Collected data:
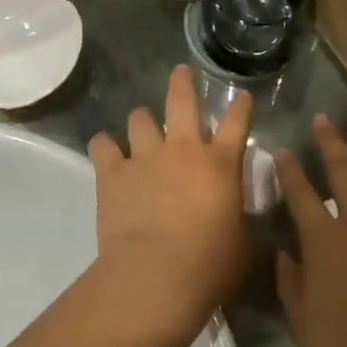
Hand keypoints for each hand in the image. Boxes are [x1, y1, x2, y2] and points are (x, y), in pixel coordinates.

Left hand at [87, 66, 253, 346]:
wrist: (156, 275)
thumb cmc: (210, 263)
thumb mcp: (242, 242)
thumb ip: (242, 220)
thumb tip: (243, 216)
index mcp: (220, 164)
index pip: (236, 124)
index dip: (241, 107)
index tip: (242, 95)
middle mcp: (183, 149)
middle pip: (183, 101)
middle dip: (183, 83)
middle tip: (181, 72)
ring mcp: (145, 157)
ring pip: (140, 118)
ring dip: (142, 120)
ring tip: (141, 125)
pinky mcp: (113, 172)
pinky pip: (103, 145)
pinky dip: (104, 146)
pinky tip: (104, 149)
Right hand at [275, 117, 346, 346]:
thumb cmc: (346, 346)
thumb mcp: (302, 320)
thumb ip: (290, 282)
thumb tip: (285, 255)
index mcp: (324, 238)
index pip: (301, 192)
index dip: (290, 169)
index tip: (282, 150)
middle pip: (345, 170)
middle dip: (332, 142)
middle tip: (325, 120)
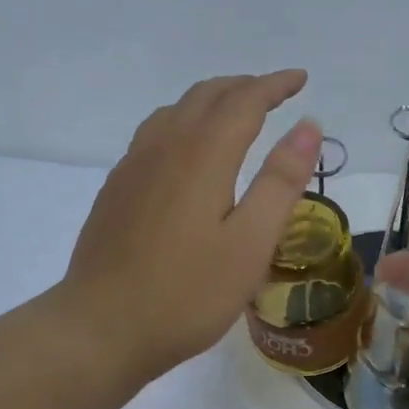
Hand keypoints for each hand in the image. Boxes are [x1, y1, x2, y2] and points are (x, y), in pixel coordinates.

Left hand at [59, 71, 320, 387]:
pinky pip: (155, 132)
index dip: (275, 85)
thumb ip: (281, 181)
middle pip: (206, 95)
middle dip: (245, 86)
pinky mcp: (117, 188)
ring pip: (176, 110)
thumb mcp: (251, 243)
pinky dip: (185, 121)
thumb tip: (308, 126)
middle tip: (276, 93)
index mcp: (202, 155)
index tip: (301, 80)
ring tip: (237, 113)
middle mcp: (164, 147)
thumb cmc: (187, 293)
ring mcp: (133, 166)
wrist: (100, 328)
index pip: (244, 101)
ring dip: (212, 100)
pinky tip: (189, 150)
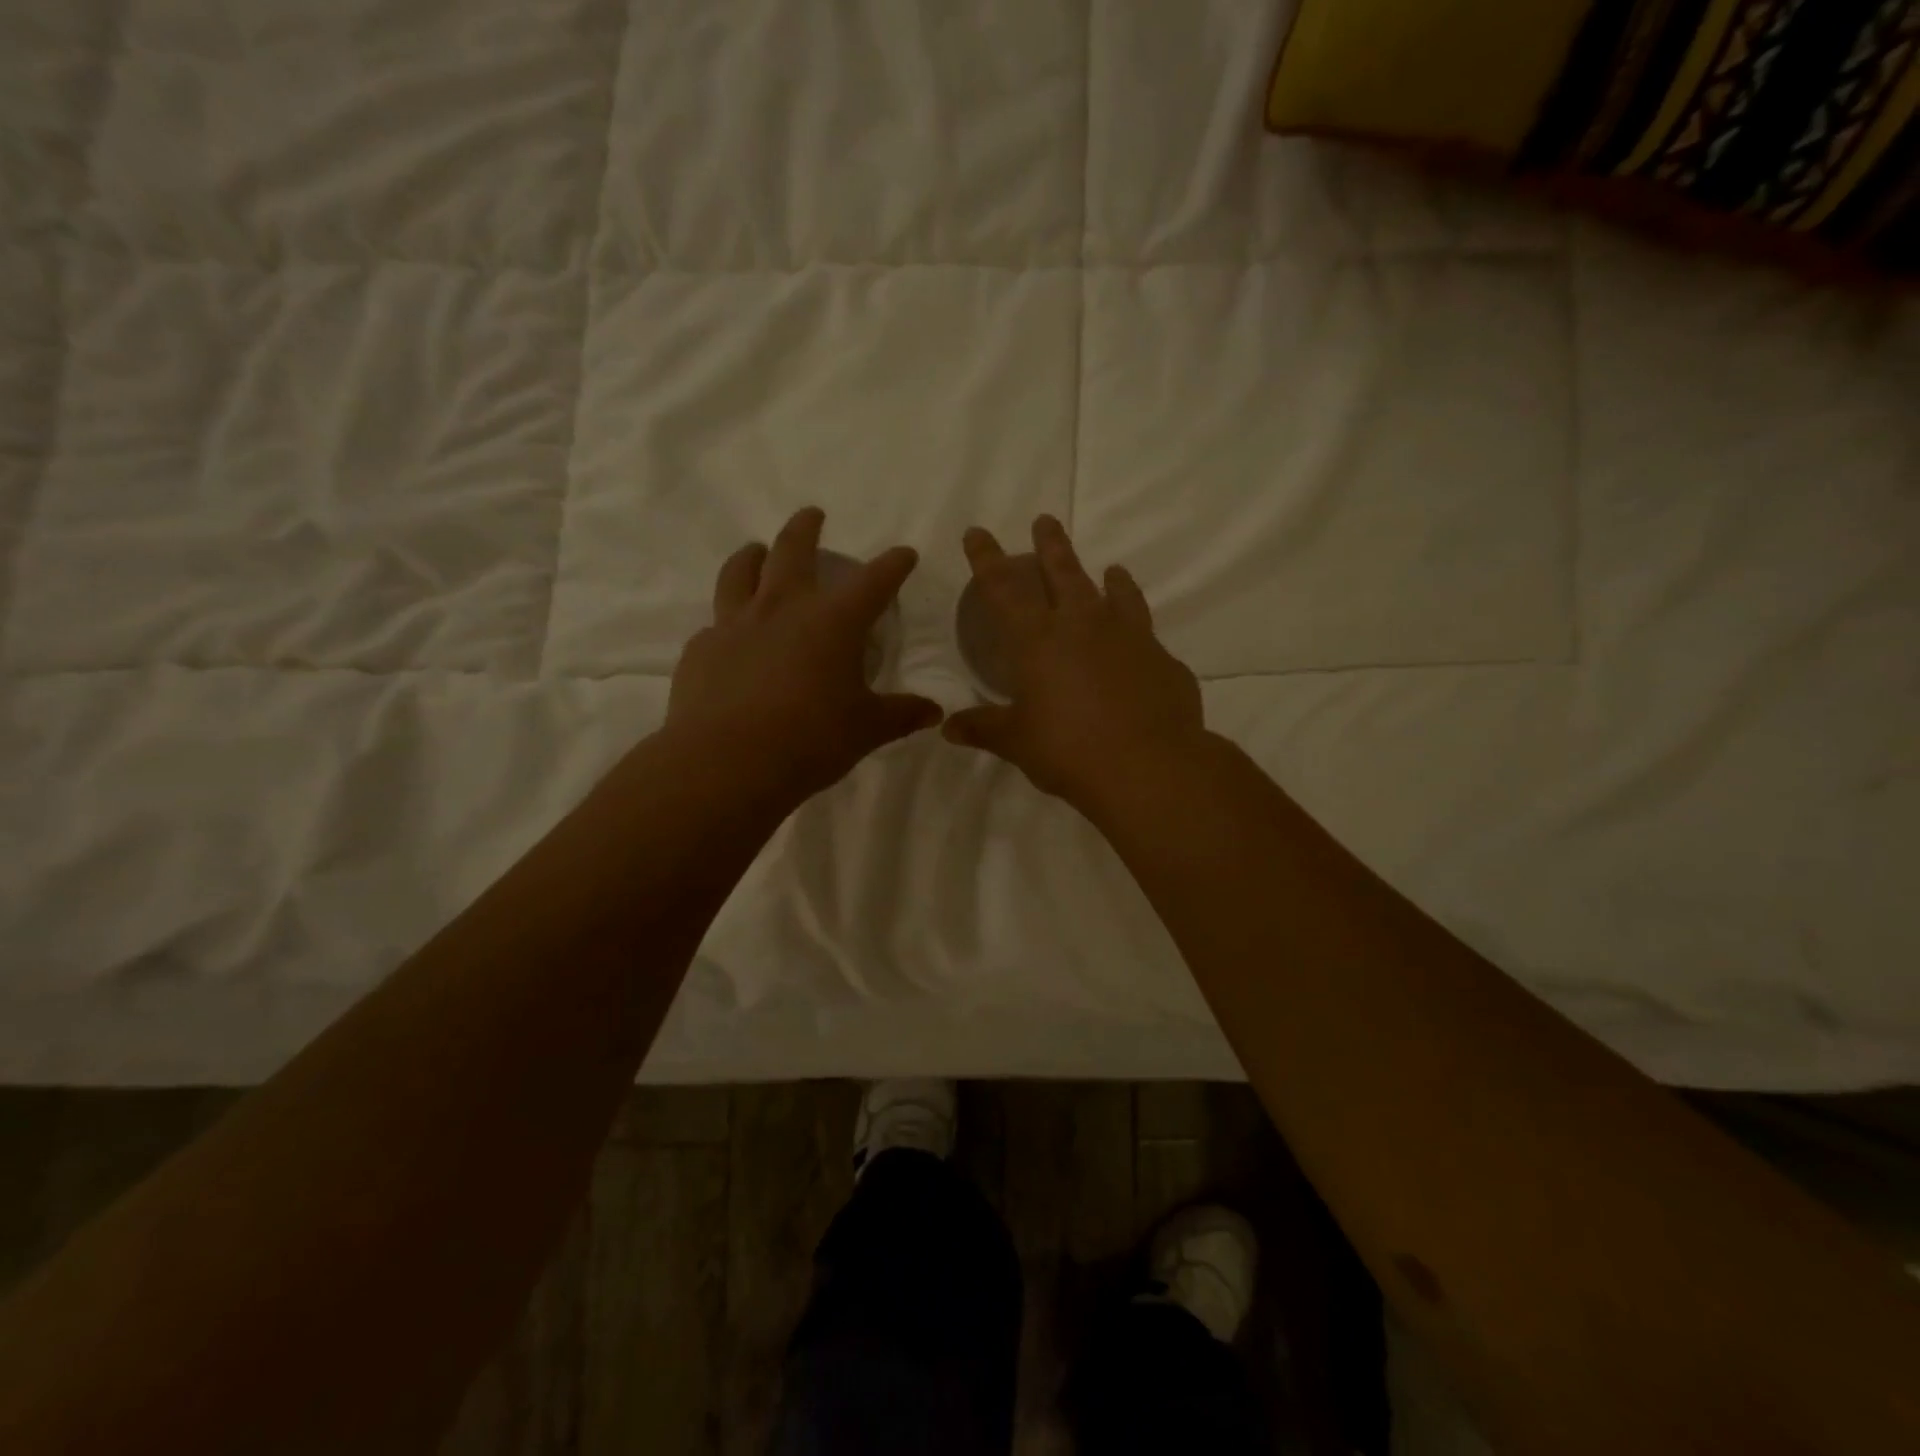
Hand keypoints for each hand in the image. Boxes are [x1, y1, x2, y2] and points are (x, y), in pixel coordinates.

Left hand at [668, 508, 943, 801]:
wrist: (726, 763)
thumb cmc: (810, 740)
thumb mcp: (866, 730)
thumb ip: (900, 715)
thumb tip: (934, 712)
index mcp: (833, 621)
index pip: (874, 581)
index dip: (893, 564)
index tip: (904, 554)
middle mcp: (783, 608)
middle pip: (793, 550)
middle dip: (806, 528)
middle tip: (813, 515)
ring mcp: (736, 624)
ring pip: (741, 571)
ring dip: (753, 555)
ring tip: (758, 551)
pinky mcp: (702, 649)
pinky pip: (716, 623)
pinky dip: (728, 620)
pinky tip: (730, 635)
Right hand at [944, 515, 1206, 810]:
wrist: (1148, 766)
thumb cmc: (1069, 750)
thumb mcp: (1018, 742)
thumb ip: (984, 728)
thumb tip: (948, 728)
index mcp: (1038, 640)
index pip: (1003, 588)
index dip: (987, 558)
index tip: (978, 533)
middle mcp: (1083, 625)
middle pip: (1063, 572)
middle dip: (1051, 545)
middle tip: (1046, 521)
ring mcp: (1129, 637)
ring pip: (1117, 593)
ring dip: (1111, 578)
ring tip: (1112, 569)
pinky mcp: (1162, 659)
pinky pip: (1147, 635)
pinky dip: (1138, 631)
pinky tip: (1141, 644)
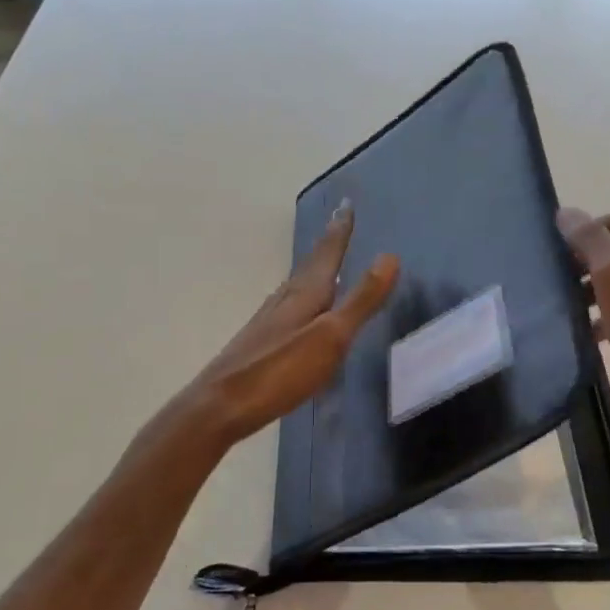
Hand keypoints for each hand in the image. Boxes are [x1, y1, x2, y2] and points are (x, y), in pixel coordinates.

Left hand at [185, 201, 398, 447]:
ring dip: (312, 270)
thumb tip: (389, 257)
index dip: (340, 230)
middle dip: (327, 245)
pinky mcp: (259, 343)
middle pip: (309, 265)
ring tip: (324, 262)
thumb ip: (360, 300)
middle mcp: (284, 300)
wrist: (220, 406)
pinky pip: (287, 307)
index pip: (327, 254)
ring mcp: (268, 321)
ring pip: (296, 286)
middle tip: (338, 223)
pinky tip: (297, 310)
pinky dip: (300, 297)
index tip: (347, 204)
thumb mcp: (331, 337)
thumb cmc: (280, 371)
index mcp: (304, 294)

## [Problem to solve]
Take exactly the lines from the one containing "ring dip: (753, 555)" through the one containing "ring mcp: (1129, 637)" in the data above, and output them with nothing added.

## [Output below]
ring dip: (753, 555)
ring tip: (758, 551)
pinky mcp: (702, 649)
pinky pip: (716, 623)
pinky dip: (728, 620)
pinky tip: (730, 635)
Right hand at [944, 515, 1206, 810]:
wrist: (1148, 766)
thumb cmc: (1069, 750)
thumb mcp: (1018, 742)
thumb ip: (984, 728)
thumb tip: (948, 728)
index mcp: (1038, 640)
index pip: (1003, 588)
index dip: (987, 558)
index tip: (978, 533)
middle mcp: (1083, 625)
middle pip: (1063, 572)
middle dip: (1051, 545)
middle tip: (1046, 521)
ring mcp: (1129, 637)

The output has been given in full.